I recently finished the chapter on object relationships in Ruby, a very important concept in understanding Object Oriented Programming in my opinion. In my previous post, I talked about creating objects, classifying them and assigning them attributes and methods to make them behave certain ways. But apparently, that was just a tip of the iceberg and it took me a couple of labs and frustrating nights to wrap my head around the concept of object relationships. I am not saying I have excelled in understanding the concept, but here is what I have understood so far.

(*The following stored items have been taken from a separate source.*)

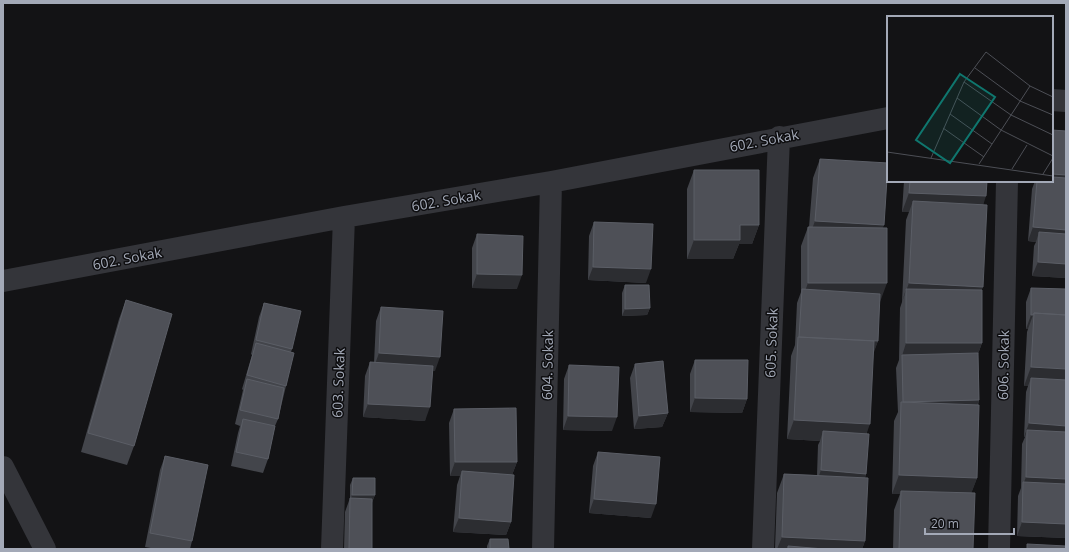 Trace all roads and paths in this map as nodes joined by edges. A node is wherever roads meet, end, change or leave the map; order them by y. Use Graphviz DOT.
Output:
graph roads {
  1 [pos="1053,100"];
  2 [pos="1066,101"];
  3 [pos="887,118"];
  4 [pos="779,137"];
  5 [pos="551,182"];
  6 [pos="1007,182"];
  7 [pos="344,217"];
  8 [pos="3,281"];
  9 [pos="3,467"];
  10 [pos="45,549"];
  11 [pos="332,549"];
  12 [pos="543,549"];
  13 [pos="763,549"];
  14 [pos="999,549"];
  1 -- 2 [label="street"];
  3 -- 4 [label="street, 602. Sokak"];
  4 -- 5 [label="street, 602. Sokak"];
  4 -- 13 [label="street, 605. Sokak"];
  5 -- 7 [label="street, 602. Sokak"];
  5 -- 12 [label="street, 604. Sokak"];
  6 -- 14 [label="street, 606. Sokak"];
  7 -- 8 [label="street, 602. Sokak"];
  7 -- 11 [label="street, 603. Sokak"];
  9 -- 10 [label="street"];
} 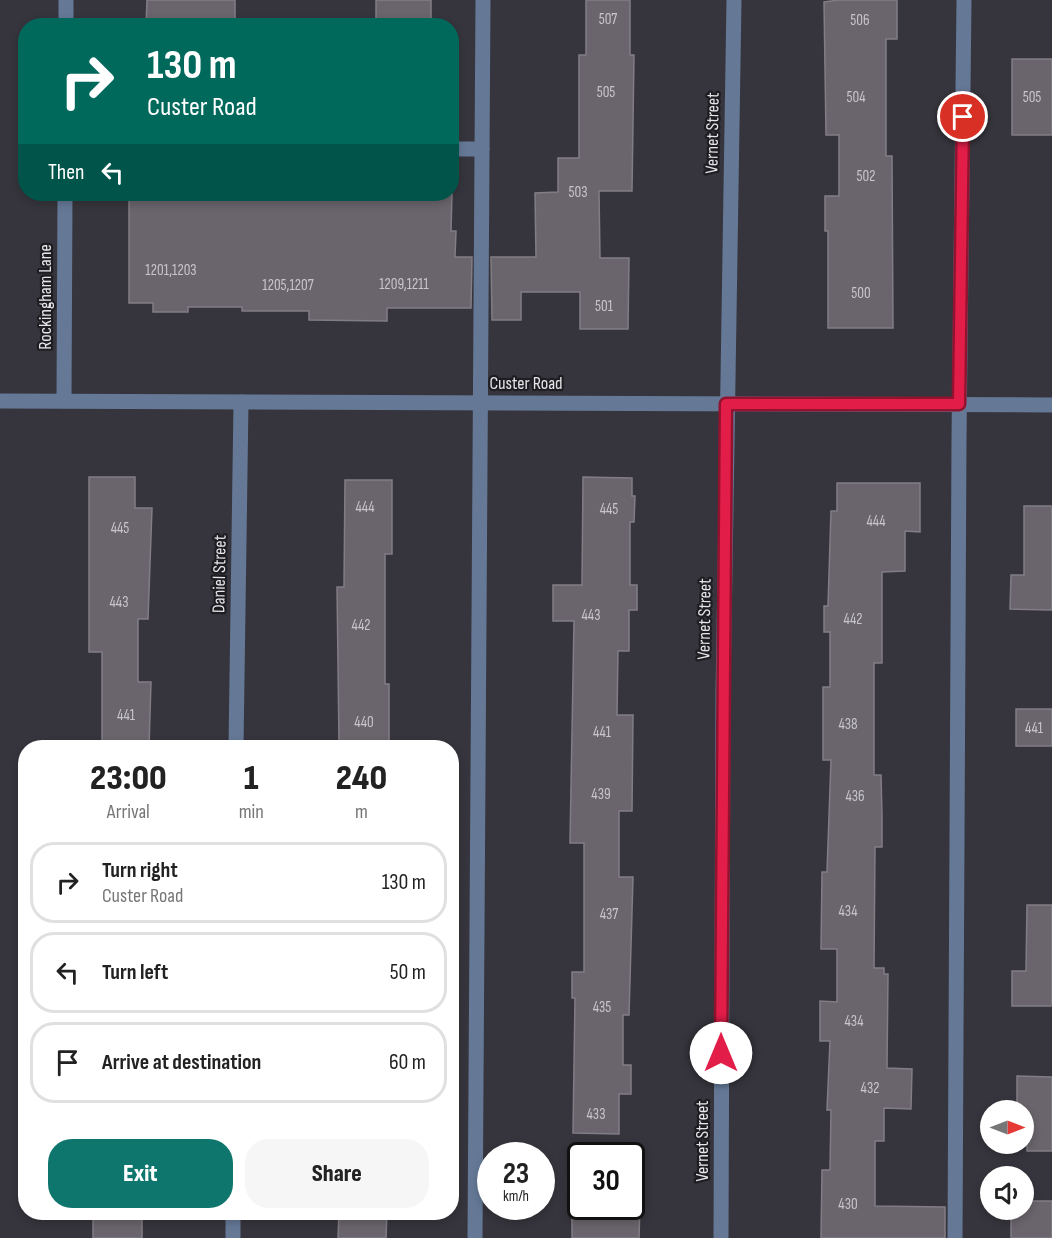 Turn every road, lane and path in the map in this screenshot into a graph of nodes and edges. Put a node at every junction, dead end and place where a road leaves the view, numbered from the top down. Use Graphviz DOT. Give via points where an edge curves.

Let’s start by revisiting the ubiquitous quote in Ruby-land – “everything in Ruby is an object”. These objects possess attributes and methods that make them behave in certain ways. Shovelling in an instance of a class into an array is not the same as shovelling in the name of that instance. Likewise, these objects can also talk to each other and have relationships with one another. Whaaa……?
1. Has many
An object can have many objects of another type. For example, an artist (an instance of a class, Artist) has many songs (a collection of an instance of Song class). The :songs attribute in the code snippet below demonstrates the relationship between an artist and its has-many relationship with songs.
class Artist
attr_accessor :name, :songs
def initialize(name)
@name = name
@songs = []
end
end
Then later with a little help of other methods and adjustments we can simply ask the artist for its songs.
bonobo = Artist.new("Bonobo")
bonobo.songs #=> gives an array of Bonobo's songs.
2. Belongs to
Now, an artists has many songs but a song can belong to only one artist (given that we are talking about single-artist songs). So to establish that belongs-to relationship we give Song an :artist attribute.
class Song
attr_accessor :name, :artist
def initialize(name)
@name = name
@artist = artist
end
end
Like for artists, we would also be able to ask an instance of Song for its artist. Again, we will need some helper methods but we would be able to ask a song for its artist as follows:
song.artist #=> returns an artist with all the attached attributes
3. Has many through
Now for the fun part, an object can also have a has-many relationship with other objects through the objects it already has a primary relationship with. Working with the above artist-song example, we know that a song belongs to a genre and an artist. Hence, the artist of that song automatically gets a genre through the song. Since an artist has many songs, it therefore has many genres through its songs. So, Genre class gets both :songs and :artists as attributes.
class Genre
attr_accessor :name, :songs, :artists
def initialize(name)
@name = name
@artists = []
@songs = []
end
end
Again, with the help of some methods and adding a :genres attribute to Artist we would simply be able to ask an artist for its genres, a song for its genre and ask the genre for the artists and songs listed inside it. Pretty cool!!!